● What you should do
Out of the data below, copy every line with the string "wrist".

● Records for the task
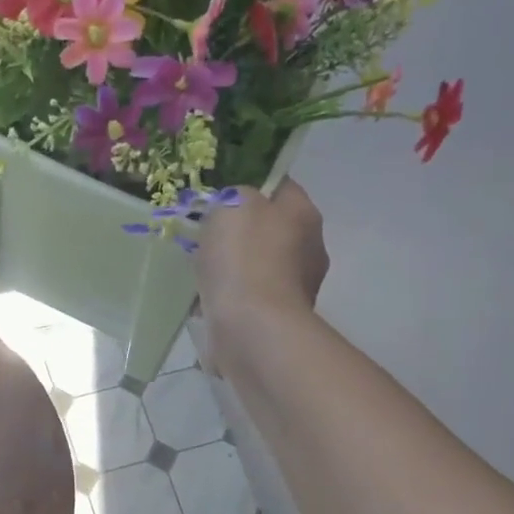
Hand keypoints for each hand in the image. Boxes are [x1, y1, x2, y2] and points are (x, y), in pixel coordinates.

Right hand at [197, 181, 329, 366]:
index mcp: (303, 213)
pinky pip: (251, 296)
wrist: (252, 328)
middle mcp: (310, 247)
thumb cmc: (244, 259)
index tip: (220, 196)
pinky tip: (210, 301)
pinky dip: (233, 297)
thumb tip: (235, 207)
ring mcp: (297, 286)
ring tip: (203, 272)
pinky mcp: (279, 318)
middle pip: (270, 227)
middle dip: (241, 231)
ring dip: (235, 267)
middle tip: (207, 235)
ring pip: (259, 264)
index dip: (249, 185)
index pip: (280, 186)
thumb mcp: (231, 205)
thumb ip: (233, 195)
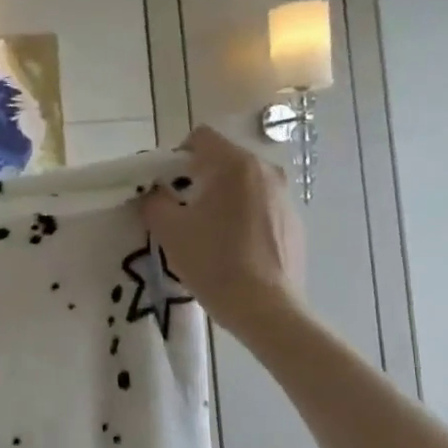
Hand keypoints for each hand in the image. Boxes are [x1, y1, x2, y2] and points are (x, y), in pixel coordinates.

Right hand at [138, 126, 306, 344]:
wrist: (266, 309)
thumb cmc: (213, 262)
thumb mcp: (169, 230)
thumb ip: (154, 201)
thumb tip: (153, 193)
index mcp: (235, 165)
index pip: (200, 138)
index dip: (176, 157)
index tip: (165, 187)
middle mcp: (266, 172)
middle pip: (223, 161)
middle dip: (198, 179)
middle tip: (180, 211)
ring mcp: (285, 198)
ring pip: (242, 186)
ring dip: (221, 199)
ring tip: (206, 233)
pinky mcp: (294, 224)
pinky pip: (260, 208)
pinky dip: (242, 218)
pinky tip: (232, 250)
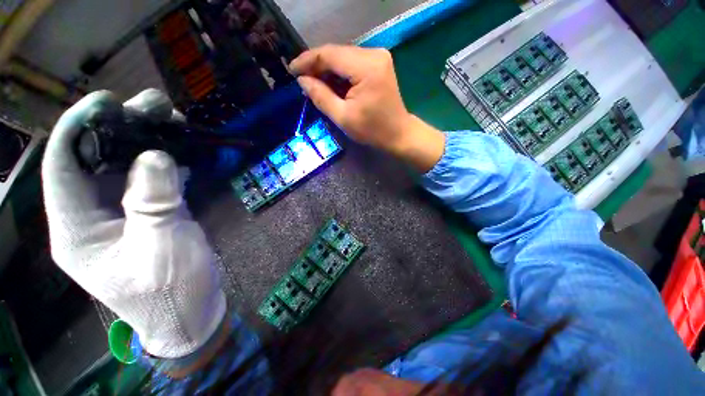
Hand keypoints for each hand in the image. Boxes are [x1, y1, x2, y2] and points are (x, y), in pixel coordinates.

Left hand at [42, 89, 225, 358]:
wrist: (190, 309)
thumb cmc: (171, 289)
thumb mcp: (162, 248)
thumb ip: (155, 203)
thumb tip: (157, 156)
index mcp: (76, 229)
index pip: (64, 166)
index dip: (80, 127)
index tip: (108, 100)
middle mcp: (91, 214)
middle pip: (95, 158)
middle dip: (120, 127)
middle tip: (154, 105)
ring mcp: (121, 213)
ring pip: (124, 165)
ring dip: (147, 141)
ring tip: (173, 122)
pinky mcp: (147, 213)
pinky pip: (149, 178)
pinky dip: (165, 161)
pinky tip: (182, 151)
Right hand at [289, 45, 444, 172]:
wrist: (398, 134)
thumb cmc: (373, 130)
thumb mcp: (343, 117)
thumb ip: (321, 97)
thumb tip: (302, 80)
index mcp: (366, 67)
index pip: (329, 54)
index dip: (307, 61)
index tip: (291, 70)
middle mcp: (373, 54)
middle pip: (336, 53)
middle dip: (316, 66)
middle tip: (302, 80)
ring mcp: (378, 57)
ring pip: (343, 57)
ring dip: (327, 70)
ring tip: (314, 84)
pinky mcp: (378, 63)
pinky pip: (352, 63)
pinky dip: (339, 73)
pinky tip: (331, 84)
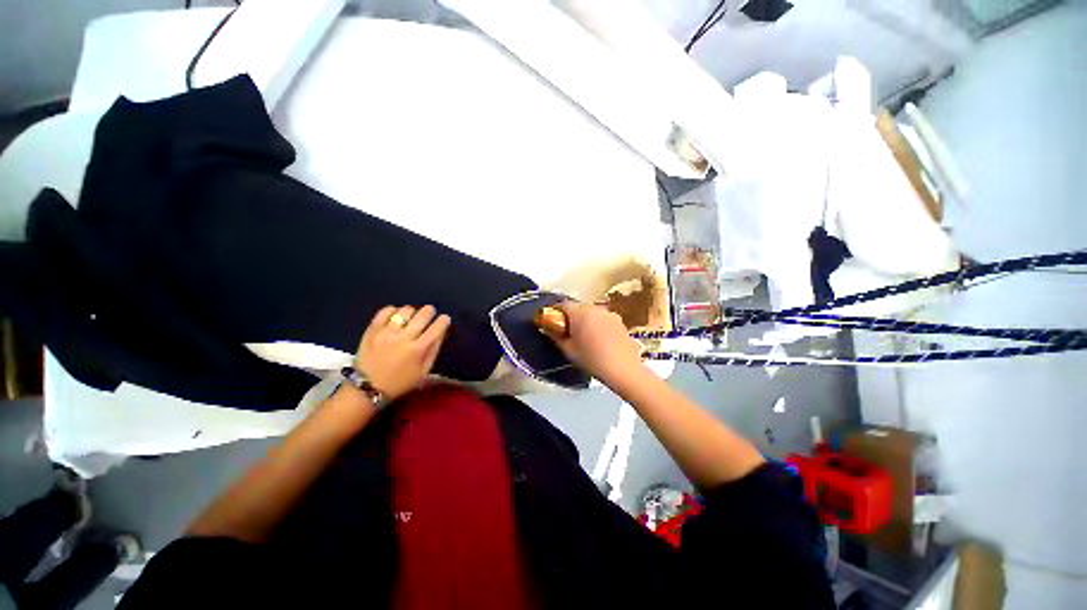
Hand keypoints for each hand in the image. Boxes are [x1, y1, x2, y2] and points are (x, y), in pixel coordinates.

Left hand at [356, 305, 450, 401]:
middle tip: (429, 314)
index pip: (437, 328)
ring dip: (413, 312)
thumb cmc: (400, 382)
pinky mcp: (372, 330)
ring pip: (406, 310)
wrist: (367, 388)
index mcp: (418, 350)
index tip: (444, 319)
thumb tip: (441, 332)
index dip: (444, 320)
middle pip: (423, 314)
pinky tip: (396, 317)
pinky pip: (386, 311)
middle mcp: (403, 338)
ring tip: (411, 317)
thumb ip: (433, 350)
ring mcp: (386, 332)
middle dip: (430, 311)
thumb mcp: (423, 372)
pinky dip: (394, 311)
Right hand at [544, 301, 645, 384]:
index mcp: (580, 313)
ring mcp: (610, 314)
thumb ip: (556, 336)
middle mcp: (595, 308)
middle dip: (571, 317)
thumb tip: (548, 329)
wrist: (624, 369)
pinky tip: (599, 341)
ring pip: (591, 313)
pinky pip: (603, 319)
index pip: (562, 304)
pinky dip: (598, 326)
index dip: (555, 312)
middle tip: (567, 332)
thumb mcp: (569, 350)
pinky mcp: (620, 322)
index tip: (552, 323)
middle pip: (578, 308)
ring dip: (585, 321)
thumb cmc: (592, 359)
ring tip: (585, 338)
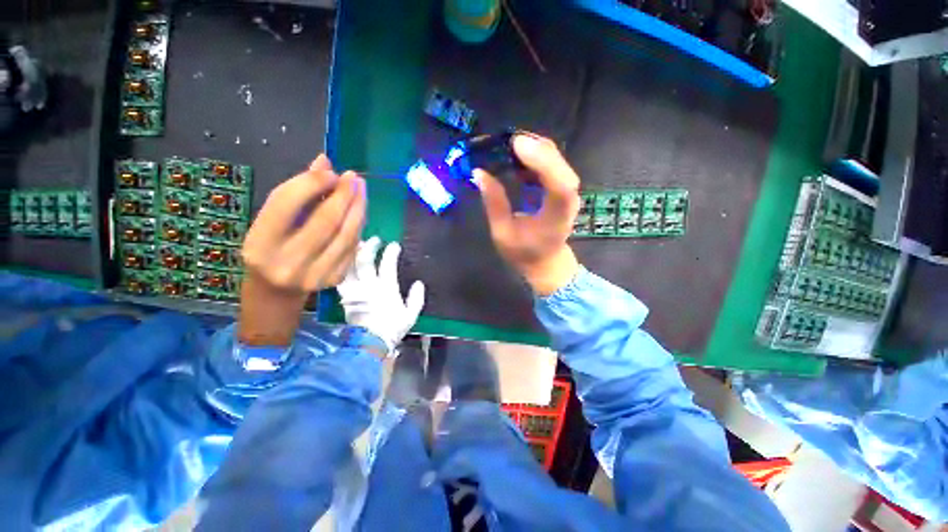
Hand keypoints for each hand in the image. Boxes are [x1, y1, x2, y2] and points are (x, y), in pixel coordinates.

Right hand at [238, 155, 365, 345]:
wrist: (275, 292)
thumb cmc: (270, 249)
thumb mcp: (270, 221)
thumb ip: (296, 192)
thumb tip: (324, 162)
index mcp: (260, 244)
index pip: (287, 205)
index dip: (312, 183)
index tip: (331, 170)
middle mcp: (287, 263)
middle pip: (326, 221)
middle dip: (344, 195)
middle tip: (354, 177)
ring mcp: (315, 275)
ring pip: (346, 235)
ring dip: (358, 208)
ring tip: (361, 189)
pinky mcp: (335, 279)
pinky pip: (352, 246)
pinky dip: (357, 226)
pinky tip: (358, 212)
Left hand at [337, 236, 424, 352]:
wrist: (368, 343)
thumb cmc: (392, 328)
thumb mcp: (411, 315)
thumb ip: (416, 298)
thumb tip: (419, 283)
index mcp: (386, 288)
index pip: (387, 264)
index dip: (391, 252)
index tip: (394, 245)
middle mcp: (369, 285)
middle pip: (365, 261)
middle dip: (370, 247)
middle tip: (374, 239)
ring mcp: (354, 290)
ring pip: (349, 266)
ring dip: (353, 253)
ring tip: (356, 244)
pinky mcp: (344, 296)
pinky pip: (341, 277)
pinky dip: (342, 266)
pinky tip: (344, 261)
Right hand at [474, 133, 580, 295]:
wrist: (546, 262)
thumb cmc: (524, 253)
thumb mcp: (502, 233)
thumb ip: (494, 203)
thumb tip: (480, 172)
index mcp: (556, 217)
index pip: (559, 185)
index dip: (541, 162)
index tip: (516, 145)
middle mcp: (568, 200)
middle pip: (559, 164)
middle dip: (533, 147)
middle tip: (503, 141)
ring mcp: (567, 192)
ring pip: (555, 159)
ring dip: (532, 148)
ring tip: (505, 146)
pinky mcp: (561, 187)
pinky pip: (550, 163)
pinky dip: (533, 155)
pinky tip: (515, 156)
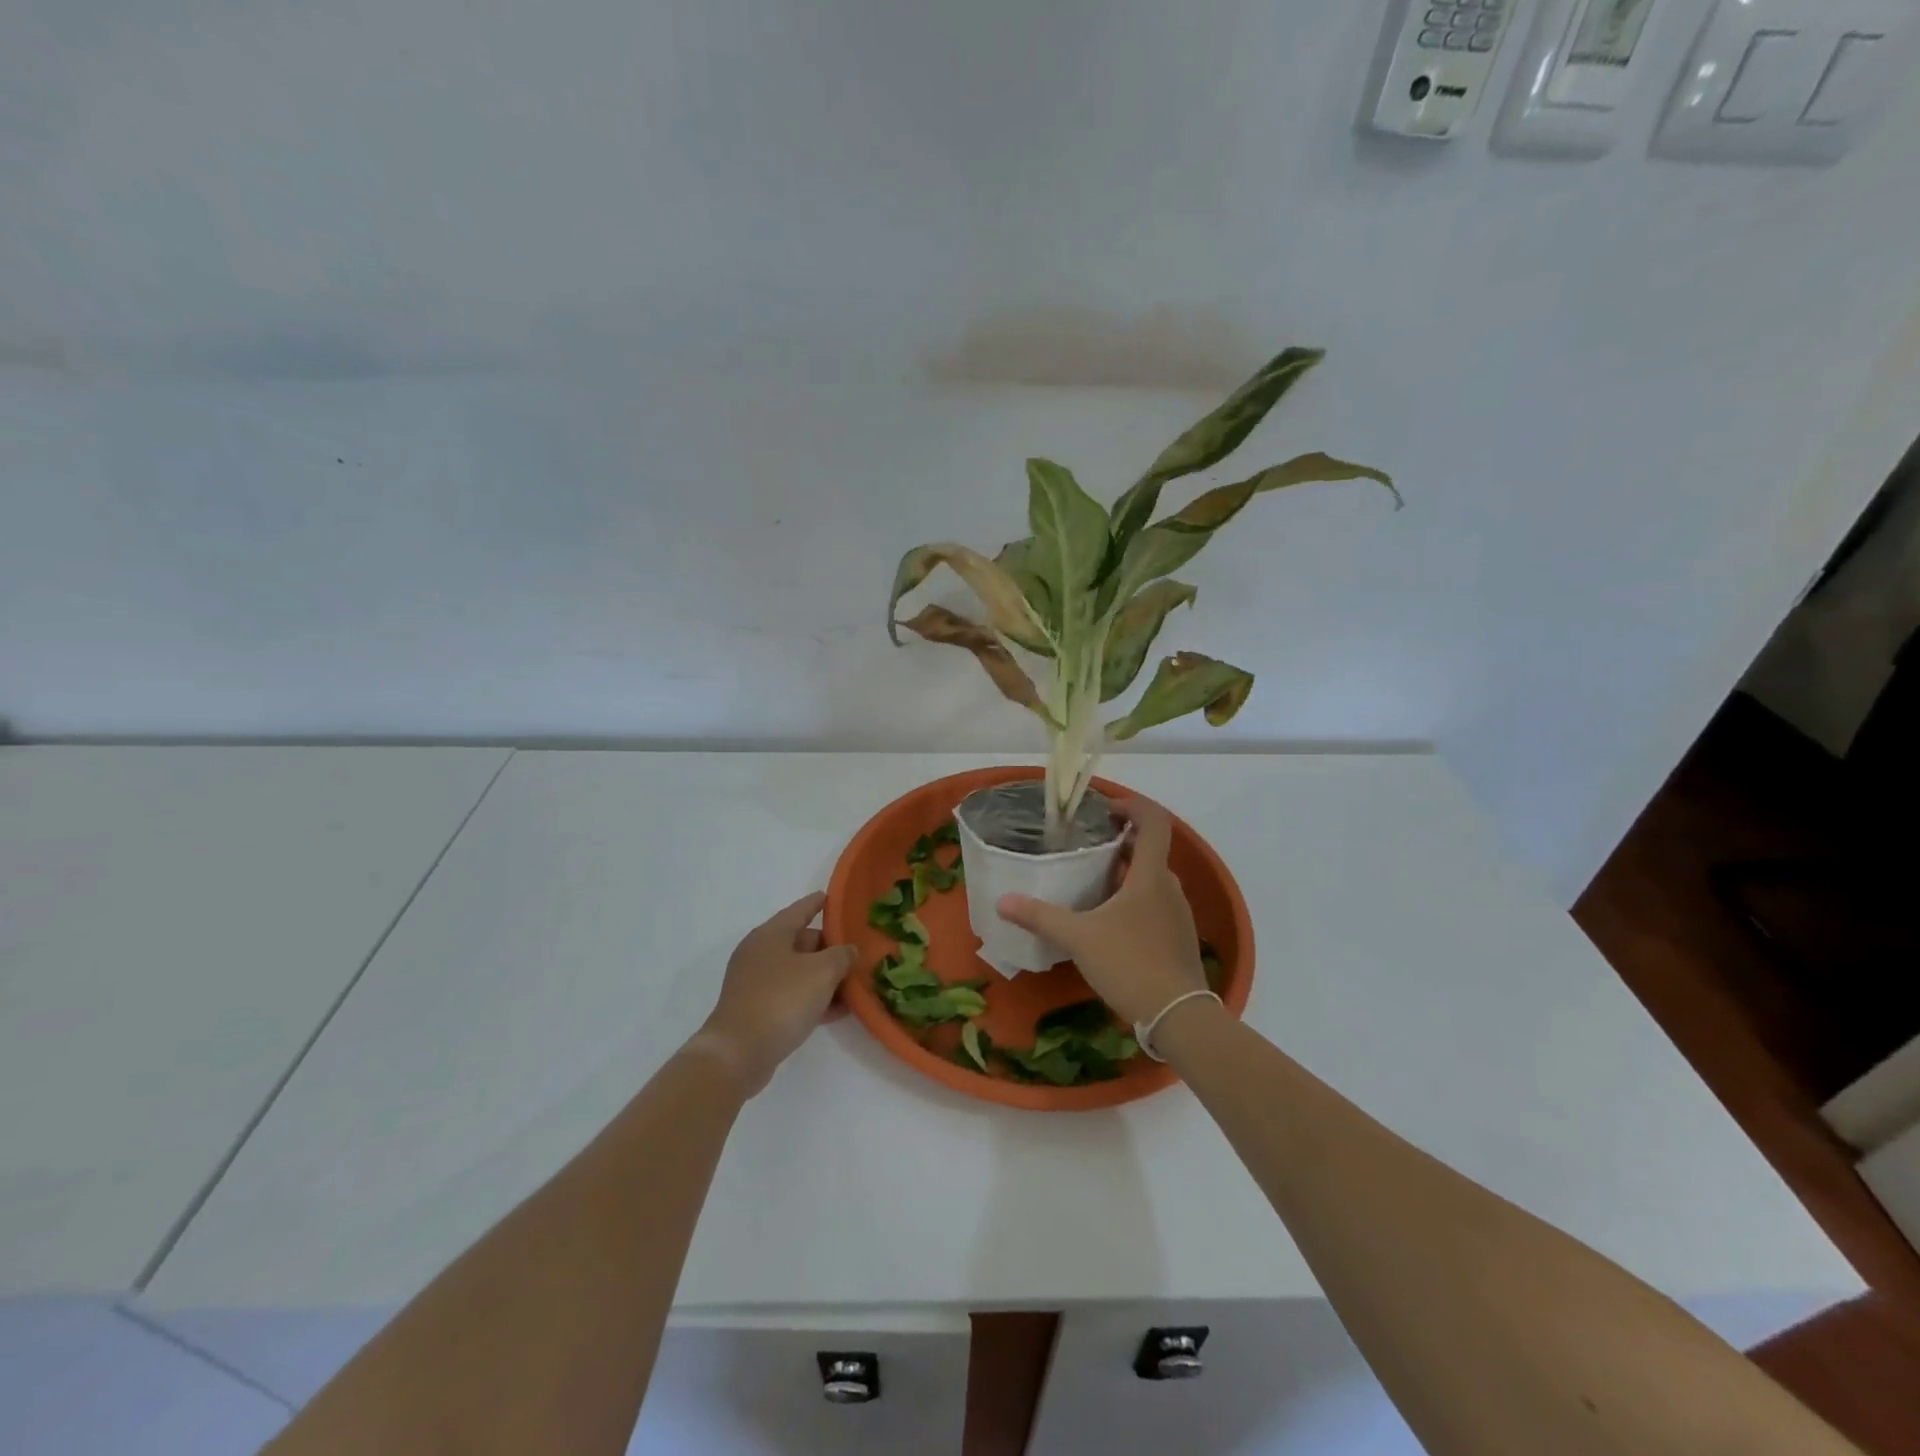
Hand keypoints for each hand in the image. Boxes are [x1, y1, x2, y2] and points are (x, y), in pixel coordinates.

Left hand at [691, 892, 857, 1095]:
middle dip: (830, 948)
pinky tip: (836, 1011)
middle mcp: (760, 952)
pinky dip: (813, 998)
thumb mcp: (822, 972)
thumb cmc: (781, 1000)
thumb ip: (842, 955)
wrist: (738, 1054)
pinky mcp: (757, 1010)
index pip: (801, 910)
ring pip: (798, 971)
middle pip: (802, 942)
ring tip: (853, 985)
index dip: (818, 903)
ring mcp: (756, 983)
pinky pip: (792, 995)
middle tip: (857, 953)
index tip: (834, 897)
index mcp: (772, 934)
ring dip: (824, 977)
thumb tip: (848, 950)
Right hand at [997, 798, 1206, 1026]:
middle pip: (1149, 851)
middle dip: (1120, 844)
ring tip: (1092, 885)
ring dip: (1126, 874)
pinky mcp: (1178, 939)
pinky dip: (1134, 901)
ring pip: (1152, 880)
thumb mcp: (1078, 938)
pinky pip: (1155, 905)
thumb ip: (1040, 917)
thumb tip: (1002, 901)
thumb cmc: (1129, 963)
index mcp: (1150, 875)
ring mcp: (1178, 914)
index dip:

● Written answer
wrist: (252, 328)
wrist: (266, 309)
wrist: (190, 309)
wrist: (398, 134)
wrist: (367, 388)
wrist: (624, 369)
wrist: (275, 292)
wrist: (368, 343)
wrist: (546, 262)
wrist: (738, 1054)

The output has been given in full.